Any certificate signed by an officer of the Company and
delivered to the Representative or counsel for the Underwriters in connection
with an offering of the Offered Certificates shall be deemed, and shall state
that it is, a representation and warranty as to the matters covered thereby to
each person to whom the representations and warranties in this Section 1 are
made.
Section 2. Purchase and Sale.
The commitment of the Underwriters to purchase the Offered Certificates
pursuant to this Agreement shall be deemed to have been made on the basis of the
representations and warranties herein contained and shall be subject to the
terms and conditions herein set forth. The Company agrees to instruct the
Trustee to issue and agrees to sell to the Underwriters, and the Underwriters
agree (except as provided in Sections 10 and 11 hereof) to purchase from the
Company the aggregate initial principal amounts of Offered Certificates set
forth on Schedule A, at the purchase price or prices set forth in Schedule A.

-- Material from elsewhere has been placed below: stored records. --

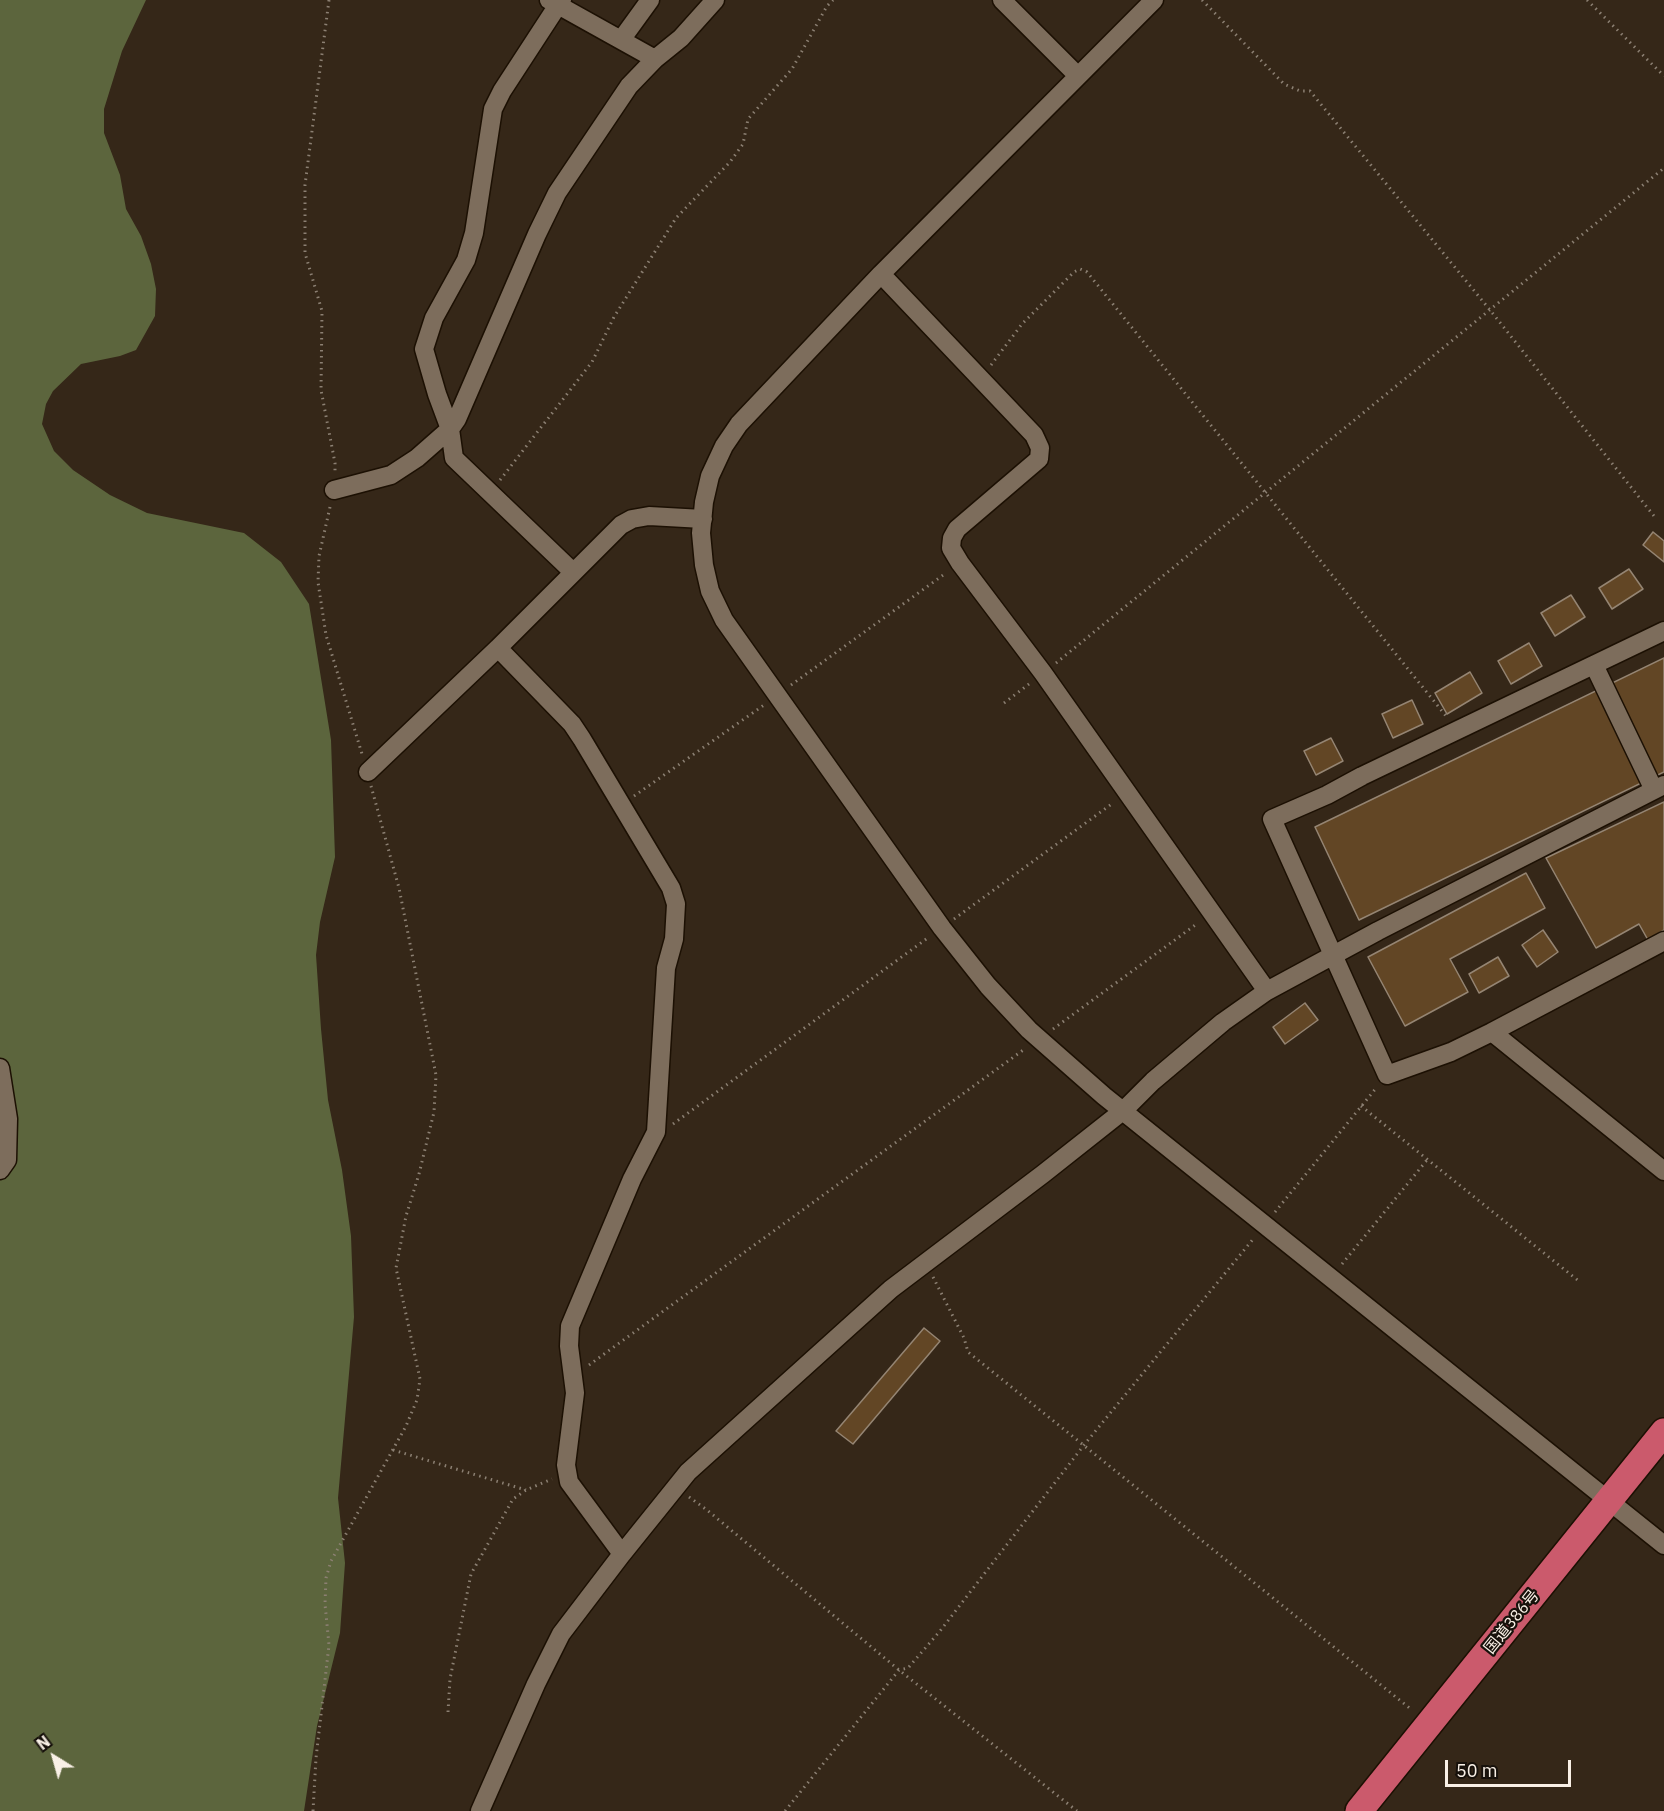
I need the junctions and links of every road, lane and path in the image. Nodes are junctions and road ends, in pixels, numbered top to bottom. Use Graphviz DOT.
graph roads {
  1 [pos="329,0"];
  2 [pos="650,0"];
  3 [pos="715,0"];
  4 [pos="833,0"];
  5 [pos="1002,0"];
  6 [pos="1154,0"];
  7 [pos="1202,0"];
  8 [pos="1587,0"];
  9 [pos="556,2"];
  10 [pos="621,40"];
  11 [pos="655,59"];
  12 [pos="1078,76"];
  13 [pos="1664,76"];
  14 [pos="1664,168"];
  15 [pos="881,274"];
  16 [pos="1490,310"];
  17 [pos="980,378"];
  18 [pos="450,429"];
  19 [pos="334,490"];
  20 [pos="1266,491"];
  21 [pos="490,493"];
  22 [pos="1654,516"];
  23 [pos="703,519"];
  24 [pos="573,572"];
  25 [pos="1664,631"];
  26 [pos="498,648"];
  27 [pos="1594,665"];
  28 [pos="1044,673"];
  29 [pos="1004,703"];
  30 [pos="1457,730"];
  31 [pos="368,772"];
  32 [pos="1659,787"];
  33 [pos="1127,793"];
  34 [pos="1212,913"];
  35 [pos="942,928"];
  36 [pos="1664,941"];
  37 [pos="1333,956"];
  38 [pos="1267,992"];
  39 [pos="1492,1032"];
  40 [pos="1039,1040"];
  41 [pos="0,1068"];
  42 [pos="1387,1075"];
  43 [pos="1361,1106"];
  44 [pos="1124,1110"];
  45 [pos="656,1132"];
  46 [pos="1428,1159"];
  47 [pos="0,1170"];
  48 [pos="1664,1171"];
  49 [pos="1265,1223"];
  50 [pos="925,1263"];
  51 [pos="1332,1277"];
  52 [pos="1580,1282"];
  53 [pos="573,1376"];
  54 [pos="1664,1432"];
  55 [pos="1084,1446"];
  56 [pos="393,1450"];
  57 [pos="568,1473"];
  58 [pos="675,1488"];
  59 [pos="526,1490"];
  60 [pos="1609,1500"];
  61 [pos="1664,1545"];
  62 [pos="622,1554"];
  63 [pos="899,1670"];
  64 [pos="448,1712"];
  65 [pos="1430,1724"];
  66 [pos="312,1811"];
  67 [pos="480,1811"];
  68 [pos="785,1811"];
  69 [pos="1077,1811"];
  70 [pos="1359,1811"];
  1 -- 19 [label="path"];
  2 -- 10 [label="street"];
  3 -- 11 [label="street"];
  4 -- 21 [label="path"];
  5 -- 12 [label="street"];
  6 -- 12 [label="street"];
  7 -- 16 [label="path"];
  8 -- 13 [label="path"];
  9 -- 10 [label="street"];
  9 -- 18 [label="street"];
  10 -- 11 [label="street"];
  11 -- 18 [label="street"];
  12 -- 15 [label="street"];
  14 -- 16 [label="path"];
  15 -- 17 [label="street"];
  15 -- 23 [label="street"];
  16 -- 20 [label="path"];
  16 -- 22 [label="path"];
  17 -- 20 [label="path"];
  17 -- 28 [label="street"];
  18 -- 19 [label="street"];
  18 -- 21 [label="street"];
  19 -- 31 [label="path"];
  20 -- 28 [label="path"];
  20 -- 30 [label="path"];
  21 -- 24 [label="street"];
  23 -- 24 [label="street"];
  23 -- 35 [label="street"];
  24 -- 26 [label="street"];
  25 -- 27 [label="street"];
  26 -- 31 [label="street"];
  26 -- 45 [label="street"];
  27 -- 30 [label="street"];
  27 -- 32 [label="street"];
  28 -- 29 [label="path"];
  28 -- 33 [label="street"];
  30 -- 37 [label="street"];
  31 -- 56 [label="path"];
  32 -- 37 [label="street"];
  33 -- 34 [label="street"];
  33 -- 35 [label="path"];
  34 -- 38 [label="street"];
  34 -- 40 [label="path"];
  35 -- 40 [label="street"];
  35 -- 45 [label="path"];
  36 -- 39 [label="street"];
  37 -- 38 [label="street"];
  37 -- 42 [label="street"];
  38 -- 44 [label="street"];
  39 -- 42 [label="street"];
  39 -- 48 [label="street"];
  40 -- 44 [label="street"];
  40 -- 53 [label="path"];
  41 -- 47 [label="street"];
  42 -- 43 [label="path"];
  43 -- 46 [label="path"];
  43 -- 49 [label="path"];
  44 -- 49 [label="street"];
  44 -- 50 [label="street"];
  45 -- 53 [label="street"];
  46 -- 51 [label="path"];
  46 -- 52 [label="path"];
  49 -- 51 [label="street"];
  49 -- 55 [label="path"];
  50 -- 55 [label="path"];
  50 -- 58 [label="street"];
  51 -- 60 [label="street"];
  53 -- 57 [label="street"];
  54 -- 60 [label="highway, 国道386号"];
  55 -- 63 [label="path"];
  55 -- 65 [label="path"];
  56 -- 59 [label="path"];
  56 -- 66 [label="path"];
  57 -- 59 [label="path"];
  57 -- 62 [label="street"];
  58 -- 62 [label="street"];
  58 -- 63 [label="path"];
  59 -- 64 [label="path"];
  60 -- 61 [label="street"];
  60 -- 65 [label="highway, 国道386号"];
  62 -- 67 [label="street"];
  63 -- 68 [label="path"];
  63 -- 69 [label="path"];
  65 -- 70 [label="highway, 国道386号"];
}
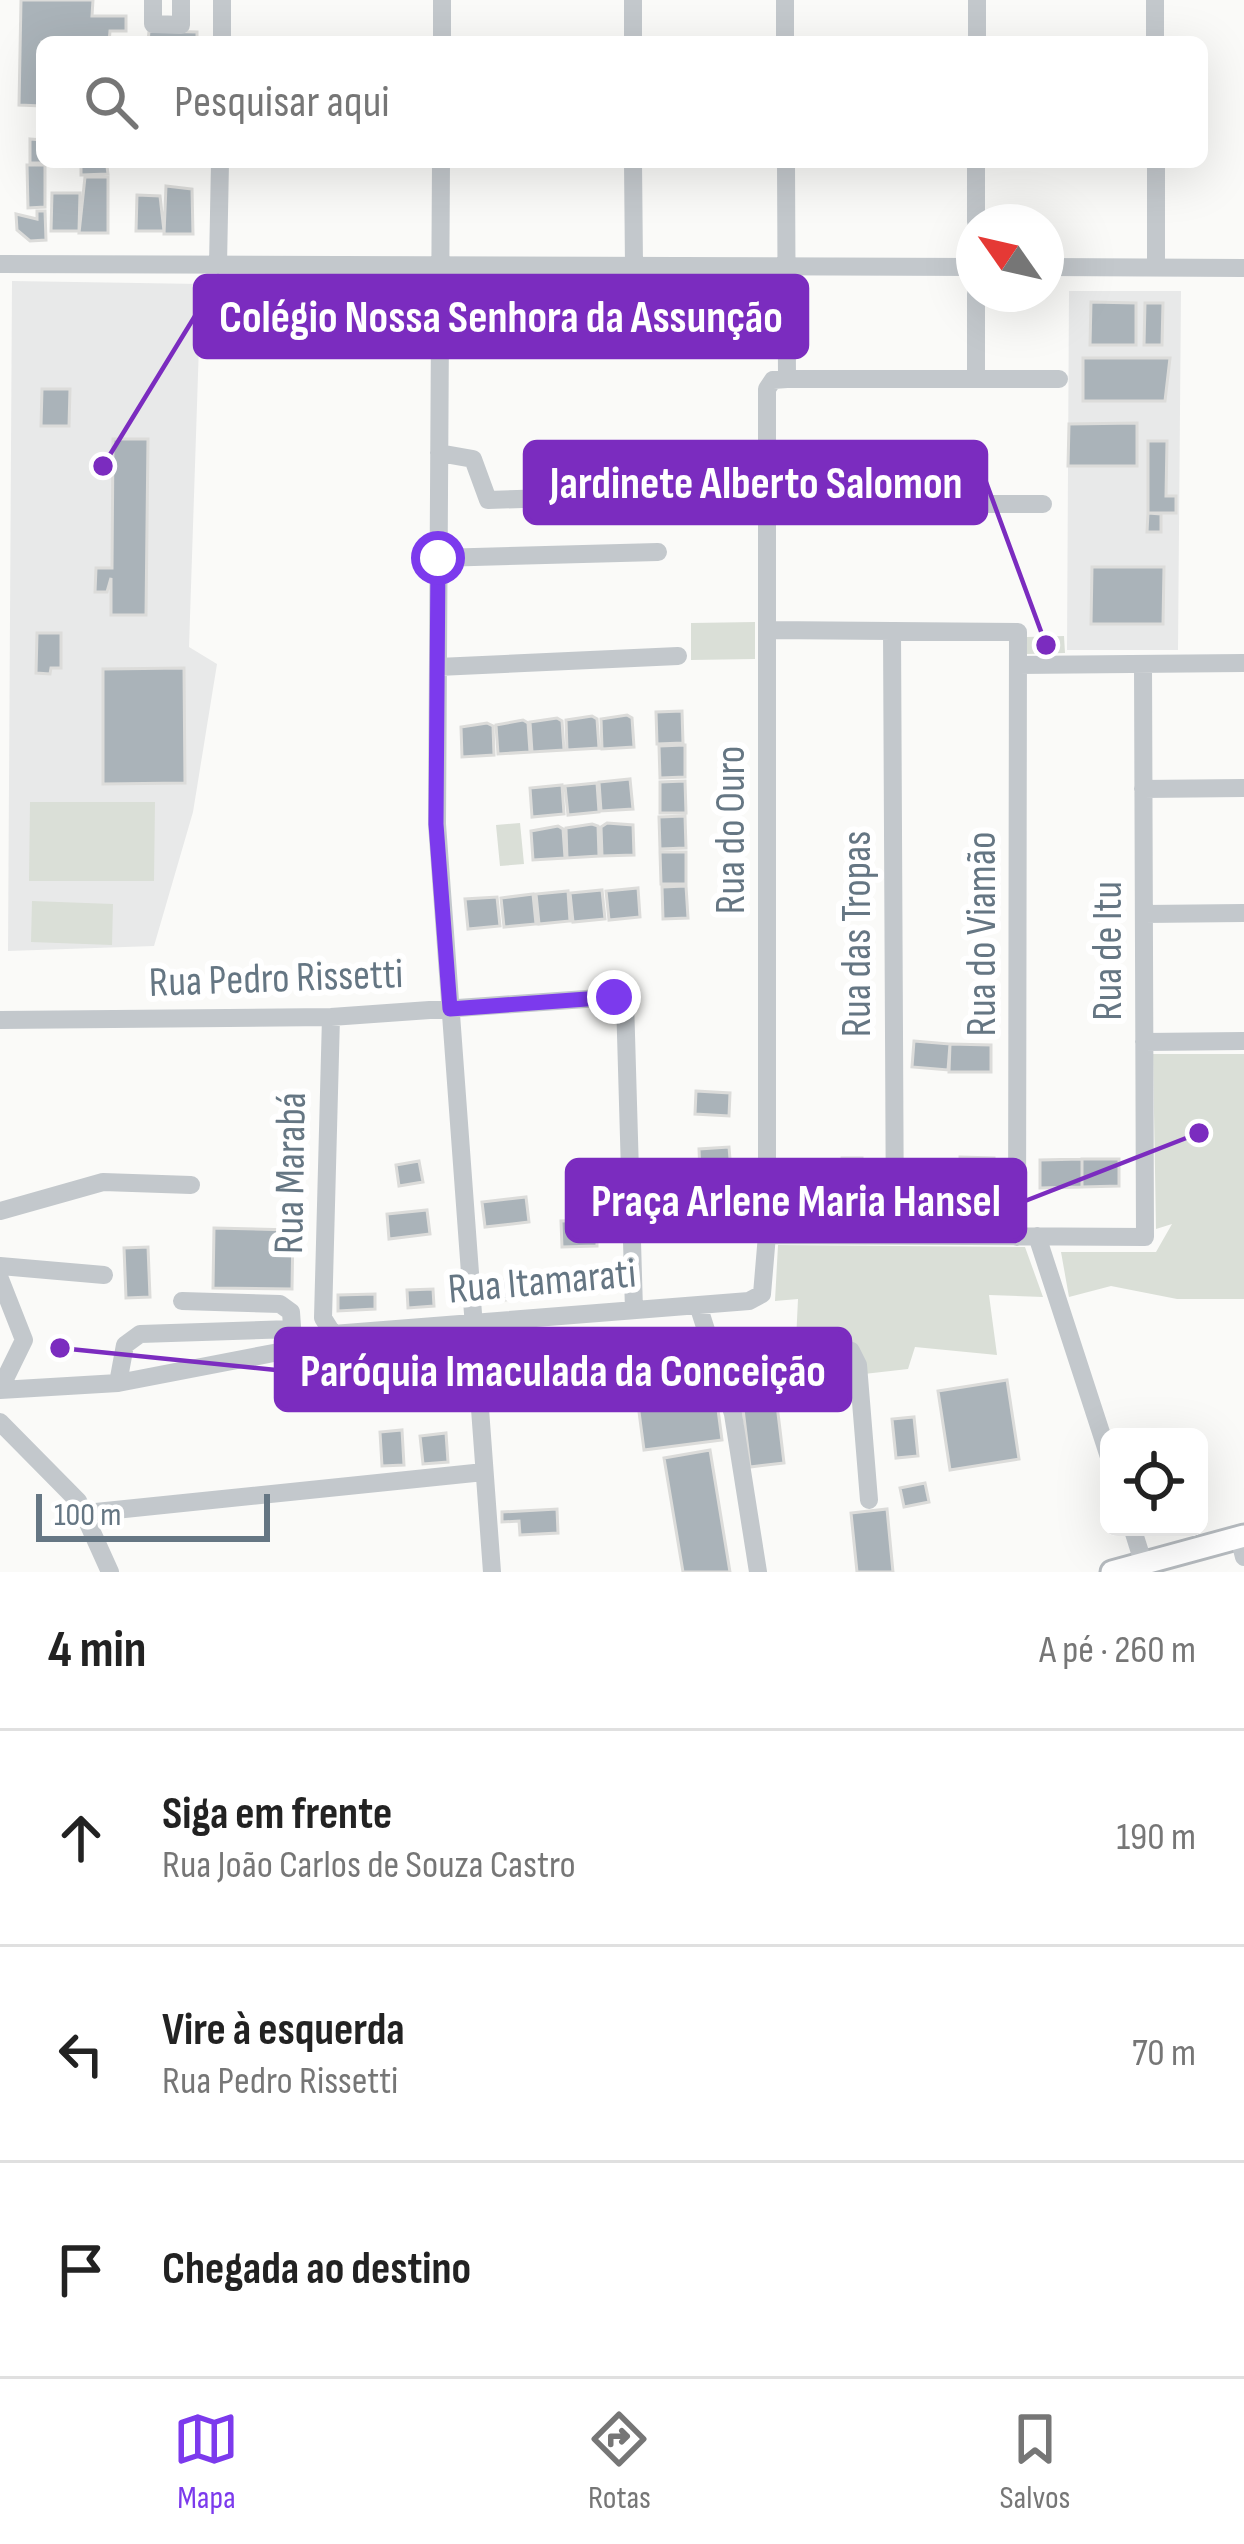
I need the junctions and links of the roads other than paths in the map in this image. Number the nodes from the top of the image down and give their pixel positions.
1 (153, 0) edge
2 (181, 0) edge
3 (222, 0) edge
4 (442, 0) edge
5 (633, 0) edge
6 (785, 0) edge
7 (977, 0) edge
8 (1155, 0) edge
9 (222, 36) edge
10 (442, 36) edge
11 (633, 36) edge
12 (785, 36) edge
13 (976, 36) edge
14 (1155, 36) edge
15 (220, 168) edge
16 (441, 168) edge
17 (633, 168) edge
18 (786, 168) edge
19 (976, 168) edge
20 (1156, 168) edge
21 (976, 204) edge
22 (0, 264) edge
23 (218, 265) junction
24 (441, 266) junction
25 (634, 266) junction
26 (786, 267) junction
27 (956, 267) edge
28 (1064, 267) edge
29 (1156, 268) junction
30 (1244, 268) edge
31 (976, 312) edge
32 (787, 379) junction
33 (976, 379) junction
34 (1059, 379) dead end
35 (439, 453) junction
36 (634, 482) dead end
37 (766, 504) junction
38 (1042, 504) dead end
39 (658, 552) dead end
40 (438, 558) junction
41 (766, 630) junction
42 (892, 631) junction
43 (678, 656) dead end
44 (1244, 663) edge
45 (1143, 664) junction
46 (1018, 665) junction
47 (438, 667) junction
48 (1244, 788) edge
49 (1143, 789) junction
50 (1144, 914) junction
51 (1244, 914) edge
52 (450, 1009) junction
53 (331, 1017) junction
54 (0, 1020) edge
55 (1244, 1041) edge
56 (1144, 1042) junction
57 (191, 1184) dead end
58 (0, 1211) edge
59 (767, 1235) junction
60 (895, 1236) junction
61 (1027, 1236) junction
62 (0, 1266) edge
63 (104, 1275) dead end
64 (0, 1279) edge
65 (761, 1294) joint
66 (182, 1301) dead end
67 (698, 1305) junction
68 (634, 1310) junction
69 (473, 1324) junction
70 (292, 1329) junction
71 (328, 1330) joint
72 (721, 1374) junction
73 (118, 1383) junction
74 (0, 1390) edge
75 (0, 1422) edge
76 (1100, 1433) edge
77 (484, 1472) junction
78 (869, 1500) dead end
79 (86, 1513) junction
80 (1131, 1536) edge
81 (1242, 1544) edge
82 (1127, 1568) edge
83 (110, 1572) edge
84 (492, 1572) edge
85 (758, 1572) edge

1 - 2 street
3 - 9 street
4 - 10 street
5 - 11 street
6 - 12 street
7 - 13 street
8 - 14 street
15 - 23 street
16 - 24 street
17 - 25 street
18 - 26 street
19 - 21 street
20 - 29 street
22 - 23 street
23 - 24 street
24 - 25 street
24 - 35 street
25 - 26 street
26 - 27 street
26 - 32 street
28 - 29 street
29 - 30 street
31 - 33 street
32 - 33 street
32 - 37 street, Rua do Ouro
33 - 34 street
35 - 36 street
35 - 40 street
37 - 38 street
37 - 41 street, Rua do Ouro
39 - 40 street
40 - 47 street
41 - 42 street
41 - 59 street, Rua do Ouro
42 - 46 street, Rua do Viamão
42 - 60 street, Rua das Tropas
43 - 47 street
44 - 45 street
45 - 46 street
45 - 49 street, Rua de Itu
46 - 61 street, Rua do Viamão
47 - 52 street
48 - 49 street
49 - 50 street, Rua de Itu
50 - 51 street
50 - 56 street, Rua de Itu
52 - 53 street, Rua Pedro Rissetti
52 - 68 street, Rua Pedro Rissetti
52 - 69 street
53 - 54 street, Rua Pedro Rissetti
53 - 71 street, Rua Marabá
55 - 56 street
56 - 61 street, Rua de Itu
57 - 58 street
59 - 60 street
59 - 65 street, Rua do Ouro
60 - 61 street
61 - 76 street, Rua do Viamão
62 - 63 street
64 - 74 street
65 - 67 street, Rua Itamarati
66 - 70 street
67 - 68 street, Rua Itamarati
67 - 72 street
68 - 69 street, Rua Itamarati
69 - 71 street, Rua Itamarati
69 - 77 street
70 - 73 street
70 - 73 street
72 - 78 street
72 - 85 street
73 - 74 street
75 - 79 street
77 - 79 street
77 - 84 street
79 - 83 street
80 - 82 street
81 - 82 main road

The obligations of the Underwriters hereunder to purchase the
Offered Certificates of each Class shall be several and not joint. Each
Underwriter's obligation shall be to purchase the aggregate principal amount of
Offered Certificates as is indicated with respect to each Underwriter under the
caption "Underwriting" in the Prospectus. The rights of the Company and a
non-defaulting Underwriter shall be as set forth in Section 13 hereof.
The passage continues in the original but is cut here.